2.5Metabolomic profiling 2.5.1Blood collection and serum processing

Antecubital venous blood samples (20–30 ml) were collected in the morning from consenting participants; fasting was not required. After collection, the blood samples were immediately placed on ice for transportation and processed within 6 h to obtain serum samples. The serum metabolomic profiling analysis was conducted at the Duke-NUS Metabolomics Facility.

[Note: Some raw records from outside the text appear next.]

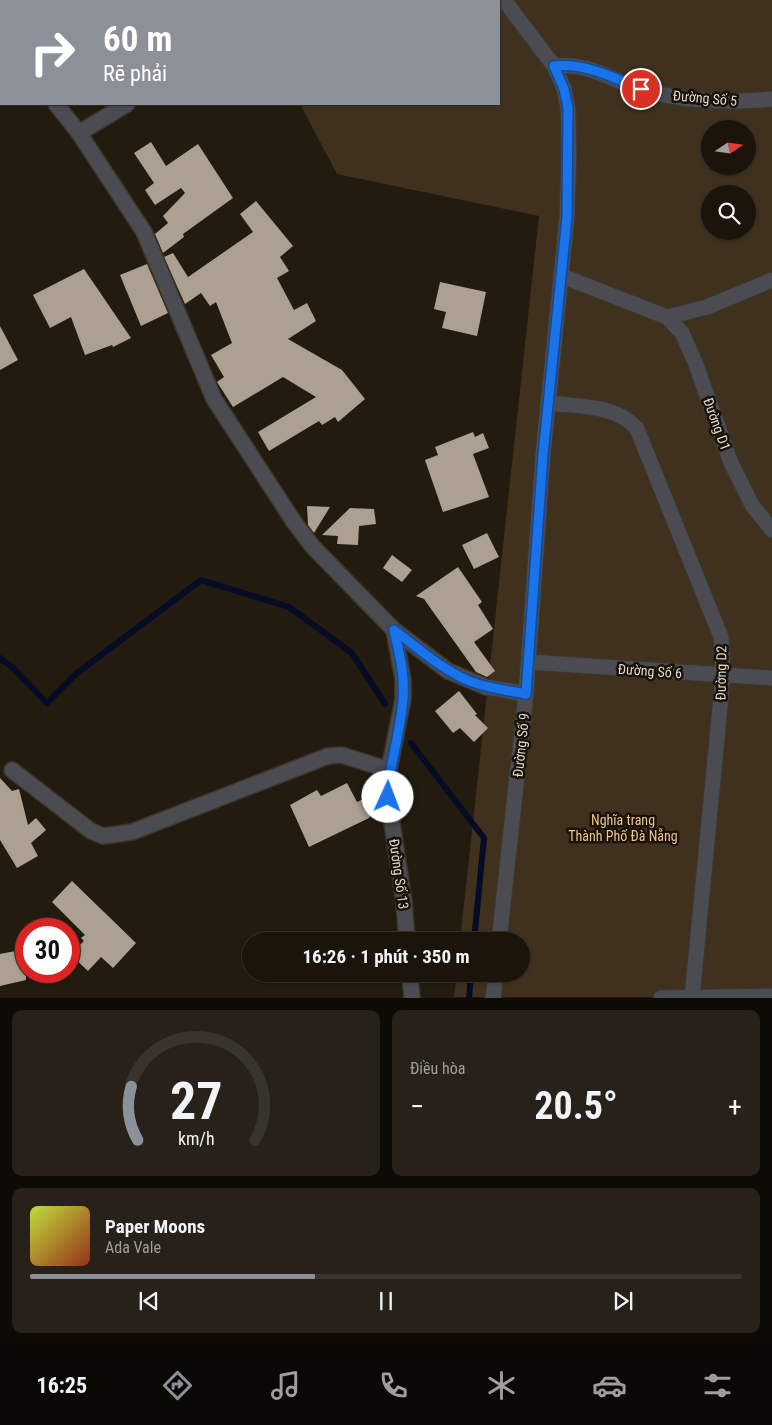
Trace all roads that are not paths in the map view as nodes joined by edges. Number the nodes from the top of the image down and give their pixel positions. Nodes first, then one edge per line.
1 (504, 0) edge
2 (554, 66) junction
3 (772, 100) edge
4 (57, 105) edge
5 (125, 105) edge
6 (79, 132) junction
7 (562, 276) junction
8 (772, 280) edge
9 (667, 317) junction
10 (549, 403) junction
11 (772, 530) edge
12 (394, 630) junction
13 (529, 662) junction
14 (723, 676) junction
15 (772, 678) edge
16 (526, 694) junction
17 (12, 770) dead end
18 (389, 770) junction
19 (406, 932) edge
20 (500, 932) edge
21 (411, 982) edge
22 (495, 982) edge
23 (772, 996) edge
24 (692, 997) edge
25 (412, 998) edge
26 (493, 998) edge
27 (661, 998) edge

1 - 2 street, Đường Số 9
2 - 3 street, Đường Số 5
2 - 7 street, Đường Số 9
4 - 6 street
5 - 6 street
6 - 12 street
7 - 9 street, Đường D1
7 - 10 street, Đường Số 9
8 - 9 street
9 - 11 street, Đường D1
10 - 13 street, Đường Số 9
10 - 14 street, Đường D2
12 - 16 street
12 - 18 street, Đường Số 13
13 - 14 street, Đường Số 6
13 - 16 street, Đường Số 9
14 - 15 street, Đường Số 6
14 - 24 street, Đường D2
16 - 20 street, Đường Số 9
17 - 18 street
18 - 19 street, Đường Số 13
21 - 25 street
22 - 26 street
23 - 24 street
24 - 27 street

2.5.2Targeted metabolomics profiling

Serum samples (50 μl) were spiked with a 10 μl deuterium labelled amino acid mixture and diluted with 400 μl methanol. After centrifugation of the mixture at 17,000 g for 5 min at 4°C, the supernatant fraction (10 μl) was collected for amino acid analysis. A pooled quality control sample was prepared by mixing equal amounts (10 μl) of each extracted serum sample. Extraction and measurement of amino acid panels (quantified in units of μM) were performed as previously described (24). Analysis was done on the MultiQuant™ 3.0.3 software (AB Sciex, DC, USA). For acylcarnitines, serum samples (100 μl) were similarly prepared as the amino acid analysis, but were instead spiked with 20 μl deuterium-labelled acyl-carnitine mixture and diluted with 800 µl methanol. Extraction and measurement of acyl-carnitine were performed as previously described (25). Data acquisition and analysis were conducted on an Agilent MassHunter Workstation B.06.00 Software.

During initial data analysis, standard analytical chemistry procedures were employed to assess data quality, including accuracy and precision. Accuracy was determined through low and high concentration quality control runs against the standard calibration curve. A sample of the pooled biologic quality control sample was measured repeatedly during the sample run to detect drift in the signal and assess precision. Additionally, the coefficient of variation was evaluated for each analyte in the pooled biologic quality control runs. Analytes with a coefficient of variation greater than 20% were excluded from further interpretation.

2.6Statistical analysis

Clinical characteristics are presented as mean and standard deviation (SD) for continuous data and frequency and percentage for categorical data. Cardiovascular risk factor 2 (CVRF2) was defined as the presence of any two or more cardiovascular risk factors (hypertension, dyslipidemia, ever smoked).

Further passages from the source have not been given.